Now that you know why it is important to get those legs working, let’s get to it!
Though there are lots of fancy routines and intricate ways to use your bands, we honestly love squats more than any other leg exercise. They are one of the most dynamic exercises to increase muscle mass, power and strength in your lower body. It actually recruits muscles from all over the body, and it is quite possibly the best exercise you can do to hone many leg muscles at once.
Before you begin, make sure you have reviewed our tips for working out your legs. Now let’s get to it!
For beginners: Try anchoring your band to a door strap and using it to help you balance while you work on your form (that means your bent knees do not go past your toes).
For non-beginners: Using your bands can help you maximize resistance both on the way down and up in your squat.
- Keep your feet slightly wider than shoulder width apart with all body weight on your heels.
- You should feel tension in thighs and buttocks, not the knees or back.
- Drop your buttocks lower for an added challenge.
- Your knees should not extend past your toes (if they do, you are leaning too far forward).
- Arch your back slightly inward and pinch your shoulder blades together.

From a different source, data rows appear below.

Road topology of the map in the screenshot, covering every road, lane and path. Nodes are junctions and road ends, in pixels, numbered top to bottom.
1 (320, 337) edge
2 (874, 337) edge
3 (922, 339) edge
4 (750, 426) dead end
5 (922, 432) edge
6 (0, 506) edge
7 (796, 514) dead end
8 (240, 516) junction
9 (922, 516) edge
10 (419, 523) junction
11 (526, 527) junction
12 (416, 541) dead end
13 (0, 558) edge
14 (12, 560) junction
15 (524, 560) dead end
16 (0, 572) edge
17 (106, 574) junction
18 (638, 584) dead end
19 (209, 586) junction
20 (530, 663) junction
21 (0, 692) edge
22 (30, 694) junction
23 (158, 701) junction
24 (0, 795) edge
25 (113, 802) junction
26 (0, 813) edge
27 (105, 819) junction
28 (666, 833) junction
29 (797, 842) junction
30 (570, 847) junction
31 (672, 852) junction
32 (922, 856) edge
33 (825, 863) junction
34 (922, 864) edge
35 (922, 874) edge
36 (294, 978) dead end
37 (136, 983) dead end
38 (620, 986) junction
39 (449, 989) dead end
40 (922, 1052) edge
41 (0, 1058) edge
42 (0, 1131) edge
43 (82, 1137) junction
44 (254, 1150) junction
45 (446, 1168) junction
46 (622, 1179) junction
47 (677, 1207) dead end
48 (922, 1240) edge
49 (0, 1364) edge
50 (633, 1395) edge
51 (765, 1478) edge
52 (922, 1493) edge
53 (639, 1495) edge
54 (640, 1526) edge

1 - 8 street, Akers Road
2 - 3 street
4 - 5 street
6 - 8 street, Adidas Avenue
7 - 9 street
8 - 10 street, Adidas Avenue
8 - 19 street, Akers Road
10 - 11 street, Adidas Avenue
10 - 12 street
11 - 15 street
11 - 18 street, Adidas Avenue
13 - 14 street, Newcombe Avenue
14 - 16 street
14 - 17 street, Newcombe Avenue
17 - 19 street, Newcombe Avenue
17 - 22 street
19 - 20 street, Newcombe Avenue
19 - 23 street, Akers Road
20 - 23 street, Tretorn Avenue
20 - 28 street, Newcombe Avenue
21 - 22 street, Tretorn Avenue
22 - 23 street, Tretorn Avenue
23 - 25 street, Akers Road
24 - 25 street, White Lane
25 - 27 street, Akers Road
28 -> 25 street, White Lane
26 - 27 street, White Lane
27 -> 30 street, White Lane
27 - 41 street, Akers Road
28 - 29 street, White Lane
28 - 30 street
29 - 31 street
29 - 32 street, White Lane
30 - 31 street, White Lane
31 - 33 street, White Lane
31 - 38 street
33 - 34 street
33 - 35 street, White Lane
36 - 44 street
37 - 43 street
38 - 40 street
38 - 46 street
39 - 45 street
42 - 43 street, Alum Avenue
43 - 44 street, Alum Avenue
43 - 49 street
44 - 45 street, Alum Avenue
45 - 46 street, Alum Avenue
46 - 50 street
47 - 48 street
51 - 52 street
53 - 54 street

- Point your toes outward to engage inner thigh muscles, and point them inward to engage outer thighs.
- Focus your eyes on a specific point in front of you to help you balance.
This exercise targets your quads, hams and glutes.
Stabilize one band under both feet and around shoulders.
Unlock your hips, drop your butt down as if to sit on a chair, and slowly squat down until your thighs are parallel to the floor.
Without bouncing at the bottom, push yourself up through your heels and back to an upright position.
Two bands: Stabilize one band under each foot with the other end crossed over your body and stabilized around the opposite shoulder. Insert a bar and rest it on your shoulders behind your neck.
Two bands: Stabilize one band under each foot with the other end wrapped over your shoulder and the handles attached.
Extend your arms up and hold the band(s) above your head to increase resistance.
One leg: Place one foot on a chair behind you and squat down with the other leg.